_Task prompt_.
Note each line in the data holding the string "route" and report it.

Records for the exercise Start Marker

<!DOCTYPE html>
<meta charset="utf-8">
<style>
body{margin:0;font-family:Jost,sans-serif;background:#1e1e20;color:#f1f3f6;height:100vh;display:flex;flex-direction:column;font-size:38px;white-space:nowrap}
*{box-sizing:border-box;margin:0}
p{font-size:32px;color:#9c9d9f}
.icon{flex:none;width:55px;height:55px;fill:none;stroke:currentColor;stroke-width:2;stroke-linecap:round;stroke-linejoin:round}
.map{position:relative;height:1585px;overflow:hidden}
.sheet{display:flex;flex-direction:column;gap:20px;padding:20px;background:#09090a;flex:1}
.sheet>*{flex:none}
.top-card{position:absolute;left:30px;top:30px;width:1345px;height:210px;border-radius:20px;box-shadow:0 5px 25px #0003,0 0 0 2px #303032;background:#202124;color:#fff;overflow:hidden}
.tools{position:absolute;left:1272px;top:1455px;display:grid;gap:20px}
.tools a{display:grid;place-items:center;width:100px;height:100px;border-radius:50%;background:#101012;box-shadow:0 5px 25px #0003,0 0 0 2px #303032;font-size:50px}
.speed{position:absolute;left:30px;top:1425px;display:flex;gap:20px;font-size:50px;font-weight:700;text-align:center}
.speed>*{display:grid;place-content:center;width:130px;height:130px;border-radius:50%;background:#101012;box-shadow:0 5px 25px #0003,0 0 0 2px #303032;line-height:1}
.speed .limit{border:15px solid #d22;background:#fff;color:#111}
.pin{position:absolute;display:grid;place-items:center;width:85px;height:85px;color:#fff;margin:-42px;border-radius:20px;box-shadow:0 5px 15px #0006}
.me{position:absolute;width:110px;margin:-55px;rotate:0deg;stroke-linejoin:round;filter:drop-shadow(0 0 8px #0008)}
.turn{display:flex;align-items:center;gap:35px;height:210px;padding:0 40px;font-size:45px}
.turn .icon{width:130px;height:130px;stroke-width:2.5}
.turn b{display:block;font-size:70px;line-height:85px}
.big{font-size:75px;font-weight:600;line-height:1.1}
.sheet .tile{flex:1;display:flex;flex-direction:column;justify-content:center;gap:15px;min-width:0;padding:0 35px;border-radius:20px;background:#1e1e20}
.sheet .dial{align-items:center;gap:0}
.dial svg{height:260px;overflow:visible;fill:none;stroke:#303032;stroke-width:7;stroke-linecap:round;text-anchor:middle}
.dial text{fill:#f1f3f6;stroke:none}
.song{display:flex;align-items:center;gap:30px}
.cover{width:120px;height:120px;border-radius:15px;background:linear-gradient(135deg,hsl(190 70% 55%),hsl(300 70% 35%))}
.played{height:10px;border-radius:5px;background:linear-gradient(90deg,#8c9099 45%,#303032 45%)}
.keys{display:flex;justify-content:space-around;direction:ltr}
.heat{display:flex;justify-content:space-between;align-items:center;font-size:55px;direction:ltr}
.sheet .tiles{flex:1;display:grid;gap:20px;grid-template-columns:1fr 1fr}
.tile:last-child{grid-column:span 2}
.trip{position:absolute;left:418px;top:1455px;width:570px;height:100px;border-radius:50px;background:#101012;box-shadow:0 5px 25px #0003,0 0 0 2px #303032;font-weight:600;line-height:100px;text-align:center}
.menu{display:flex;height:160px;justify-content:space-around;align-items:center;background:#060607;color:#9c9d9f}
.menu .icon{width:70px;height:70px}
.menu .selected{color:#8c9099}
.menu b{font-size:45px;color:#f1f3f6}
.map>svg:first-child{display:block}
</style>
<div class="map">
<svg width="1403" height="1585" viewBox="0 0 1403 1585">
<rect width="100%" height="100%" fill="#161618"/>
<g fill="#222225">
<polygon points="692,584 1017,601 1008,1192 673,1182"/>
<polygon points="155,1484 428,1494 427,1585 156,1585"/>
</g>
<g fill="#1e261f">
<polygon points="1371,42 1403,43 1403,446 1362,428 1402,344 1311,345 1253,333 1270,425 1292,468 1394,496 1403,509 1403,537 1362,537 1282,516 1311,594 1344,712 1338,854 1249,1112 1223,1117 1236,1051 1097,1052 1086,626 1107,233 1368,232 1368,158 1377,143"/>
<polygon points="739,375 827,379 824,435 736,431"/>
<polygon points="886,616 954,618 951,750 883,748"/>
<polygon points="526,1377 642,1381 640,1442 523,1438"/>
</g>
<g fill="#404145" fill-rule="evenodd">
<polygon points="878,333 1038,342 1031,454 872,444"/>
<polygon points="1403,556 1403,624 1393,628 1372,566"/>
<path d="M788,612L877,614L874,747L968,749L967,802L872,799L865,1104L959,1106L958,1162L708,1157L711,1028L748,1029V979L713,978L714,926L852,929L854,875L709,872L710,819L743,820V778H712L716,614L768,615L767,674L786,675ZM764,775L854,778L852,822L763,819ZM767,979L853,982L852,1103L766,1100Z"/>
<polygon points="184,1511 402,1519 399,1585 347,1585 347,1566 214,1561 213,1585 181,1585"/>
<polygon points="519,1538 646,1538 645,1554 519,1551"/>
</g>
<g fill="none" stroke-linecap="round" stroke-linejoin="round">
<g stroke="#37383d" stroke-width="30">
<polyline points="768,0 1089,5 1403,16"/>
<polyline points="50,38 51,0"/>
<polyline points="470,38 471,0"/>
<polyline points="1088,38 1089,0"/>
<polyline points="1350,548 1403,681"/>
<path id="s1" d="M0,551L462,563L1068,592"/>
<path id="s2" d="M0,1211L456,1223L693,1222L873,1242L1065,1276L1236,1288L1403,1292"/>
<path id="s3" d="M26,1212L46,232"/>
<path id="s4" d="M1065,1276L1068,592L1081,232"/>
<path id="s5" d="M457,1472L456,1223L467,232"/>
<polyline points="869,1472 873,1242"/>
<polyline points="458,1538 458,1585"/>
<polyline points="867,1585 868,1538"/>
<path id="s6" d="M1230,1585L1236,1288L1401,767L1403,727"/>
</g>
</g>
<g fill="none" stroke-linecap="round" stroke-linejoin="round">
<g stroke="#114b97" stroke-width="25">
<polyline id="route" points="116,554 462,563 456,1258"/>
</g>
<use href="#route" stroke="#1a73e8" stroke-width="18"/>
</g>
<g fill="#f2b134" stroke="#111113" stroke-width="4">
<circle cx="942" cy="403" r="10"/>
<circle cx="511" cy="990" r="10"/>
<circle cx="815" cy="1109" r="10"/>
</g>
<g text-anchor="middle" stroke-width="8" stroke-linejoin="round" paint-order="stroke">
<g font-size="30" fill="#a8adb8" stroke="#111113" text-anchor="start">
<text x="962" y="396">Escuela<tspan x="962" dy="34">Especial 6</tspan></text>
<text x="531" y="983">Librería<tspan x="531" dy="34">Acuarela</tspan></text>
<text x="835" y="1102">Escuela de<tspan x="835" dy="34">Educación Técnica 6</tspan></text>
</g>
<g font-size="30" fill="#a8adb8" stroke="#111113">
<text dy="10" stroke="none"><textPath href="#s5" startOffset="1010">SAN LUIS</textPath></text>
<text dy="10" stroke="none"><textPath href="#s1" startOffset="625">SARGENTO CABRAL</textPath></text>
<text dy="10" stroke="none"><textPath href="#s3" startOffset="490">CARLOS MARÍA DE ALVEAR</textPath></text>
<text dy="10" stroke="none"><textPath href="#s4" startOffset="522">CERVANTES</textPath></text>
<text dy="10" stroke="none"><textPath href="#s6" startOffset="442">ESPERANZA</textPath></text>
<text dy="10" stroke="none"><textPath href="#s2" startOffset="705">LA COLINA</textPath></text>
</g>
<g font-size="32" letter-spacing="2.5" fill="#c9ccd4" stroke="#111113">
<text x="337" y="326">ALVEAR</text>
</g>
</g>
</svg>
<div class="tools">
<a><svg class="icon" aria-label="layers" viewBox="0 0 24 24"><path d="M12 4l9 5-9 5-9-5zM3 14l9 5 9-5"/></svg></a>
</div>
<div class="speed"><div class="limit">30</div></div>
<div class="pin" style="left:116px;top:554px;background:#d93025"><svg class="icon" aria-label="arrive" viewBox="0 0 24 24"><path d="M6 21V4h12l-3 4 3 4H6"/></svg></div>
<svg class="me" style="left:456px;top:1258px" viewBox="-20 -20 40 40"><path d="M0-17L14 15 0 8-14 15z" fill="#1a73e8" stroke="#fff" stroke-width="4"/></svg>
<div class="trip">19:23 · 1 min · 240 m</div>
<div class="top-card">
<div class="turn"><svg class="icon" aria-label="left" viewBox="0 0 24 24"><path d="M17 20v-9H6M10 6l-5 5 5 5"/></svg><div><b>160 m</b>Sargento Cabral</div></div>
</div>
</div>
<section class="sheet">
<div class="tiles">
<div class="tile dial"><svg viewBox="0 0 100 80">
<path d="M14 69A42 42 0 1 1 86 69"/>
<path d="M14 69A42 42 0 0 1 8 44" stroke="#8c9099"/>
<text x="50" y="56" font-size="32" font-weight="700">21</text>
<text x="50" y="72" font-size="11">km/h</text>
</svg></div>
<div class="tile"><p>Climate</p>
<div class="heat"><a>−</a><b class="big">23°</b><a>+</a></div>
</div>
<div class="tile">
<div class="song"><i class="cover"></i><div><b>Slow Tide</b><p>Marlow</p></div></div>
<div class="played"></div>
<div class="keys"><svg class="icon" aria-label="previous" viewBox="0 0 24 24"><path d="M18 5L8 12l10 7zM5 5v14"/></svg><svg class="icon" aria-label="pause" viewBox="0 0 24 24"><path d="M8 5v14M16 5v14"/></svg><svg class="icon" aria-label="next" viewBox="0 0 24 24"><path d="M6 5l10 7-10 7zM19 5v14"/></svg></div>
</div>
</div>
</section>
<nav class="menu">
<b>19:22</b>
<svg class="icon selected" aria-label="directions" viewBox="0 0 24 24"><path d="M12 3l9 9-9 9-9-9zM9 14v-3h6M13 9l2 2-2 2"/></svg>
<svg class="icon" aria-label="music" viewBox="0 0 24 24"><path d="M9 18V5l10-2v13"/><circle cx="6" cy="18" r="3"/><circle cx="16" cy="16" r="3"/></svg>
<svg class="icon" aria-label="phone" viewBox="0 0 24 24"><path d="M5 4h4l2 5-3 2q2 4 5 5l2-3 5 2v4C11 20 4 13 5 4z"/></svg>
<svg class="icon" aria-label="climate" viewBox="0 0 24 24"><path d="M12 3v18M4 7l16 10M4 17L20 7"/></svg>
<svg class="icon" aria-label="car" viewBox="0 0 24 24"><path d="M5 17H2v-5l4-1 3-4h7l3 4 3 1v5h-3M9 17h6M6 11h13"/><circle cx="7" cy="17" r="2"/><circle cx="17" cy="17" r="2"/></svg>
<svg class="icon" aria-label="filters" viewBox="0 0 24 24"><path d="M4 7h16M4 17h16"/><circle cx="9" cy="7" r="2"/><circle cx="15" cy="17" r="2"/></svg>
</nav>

Records for the exercise End Marker

_Your response_.
<polyline id="route" points="116,554 462,563 456,1258"/>
<use href="#route" stroke="#1a73e8" stroke-width="18"/>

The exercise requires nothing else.